* **Task to complete**
For this exercise, transcribe all of the records exactly as given.

* **Task material**
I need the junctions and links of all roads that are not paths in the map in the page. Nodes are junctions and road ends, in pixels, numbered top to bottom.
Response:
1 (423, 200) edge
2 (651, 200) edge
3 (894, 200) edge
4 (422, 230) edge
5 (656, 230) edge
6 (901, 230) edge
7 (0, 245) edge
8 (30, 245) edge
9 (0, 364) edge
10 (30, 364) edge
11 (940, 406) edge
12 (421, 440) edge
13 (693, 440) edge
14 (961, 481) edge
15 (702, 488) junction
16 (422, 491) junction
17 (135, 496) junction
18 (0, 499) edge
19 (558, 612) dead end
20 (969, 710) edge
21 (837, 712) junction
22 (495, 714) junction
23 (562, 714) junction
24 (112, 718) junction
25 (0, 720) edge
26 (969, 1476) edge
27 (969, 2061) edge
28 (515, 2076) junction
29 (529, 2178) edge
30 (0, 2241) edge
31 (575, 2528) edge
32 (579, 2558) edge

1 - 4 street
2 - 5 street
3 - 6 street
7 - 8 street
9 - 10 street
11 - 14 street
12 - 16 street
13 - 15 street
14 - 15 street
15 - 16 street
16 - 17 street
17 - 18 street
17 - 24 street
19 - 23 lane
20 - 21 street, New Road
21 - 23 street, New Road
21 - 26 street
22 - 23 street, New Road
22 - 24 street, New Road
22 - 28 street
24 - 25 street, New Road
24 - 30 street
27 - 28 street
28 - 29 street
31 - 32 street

* **Answer**
I need the junctions and links of all roads that are not paths in the map in the page. Nodes are junctions and road ends, in pixels, numbered top to bottom.
Response:
1 (423, 200) edge
2 (651, 200) edge
3 (894, 200) edge
4 (422, 230) edge
5 (656, 230) edge
6 (901, 230) edge
7 (0, 245) edge
8 (30, 245) edge
9 (0, 364) edge
10 (30, 364) edge
11 (940, 406) edge
12 (421, 440) edge
13 (693, 440) edge
14 (961, 481) edge
15 (702, 488) junction
16 (422, 491) junction
17 (135, 496) junction
18 (0, 499) edge
19 (558, 612) dead end
20 (969, 710) edge
21 (837, 712) junction
22 (495, 714) junction
23 (562, 714) junction
24 (112, 718) junction
25 (0, 720) edge
26 (969, 1476) edge
27 (969, 2061) edge
28 (515, 2076) junction
29 (529, 2178) edge
30 (0, 2241) edge
31 (575, 2528) edge
32 (579, 2558) edge

1 - 4 street
2 - 5 street
3 - 6 street
7 - 8 street
9 - 10 street
11 - 14 street
12 - 16 street
13 - 15 street
14 - 15 street
15 - 16 street
16 - 17 street
17 - 18 street
17 - 24 street
19 - 23 lane
20 - 21 street, New Road
21 - 23 street, New Road
21 - 26 street
22 - 23 street, New Road
22 - 24 street, New Road
22 - 28 street
24 - 25 street, New Road
24 - 30 street
27 - 28 street
28 - 29 street
31 - 32 street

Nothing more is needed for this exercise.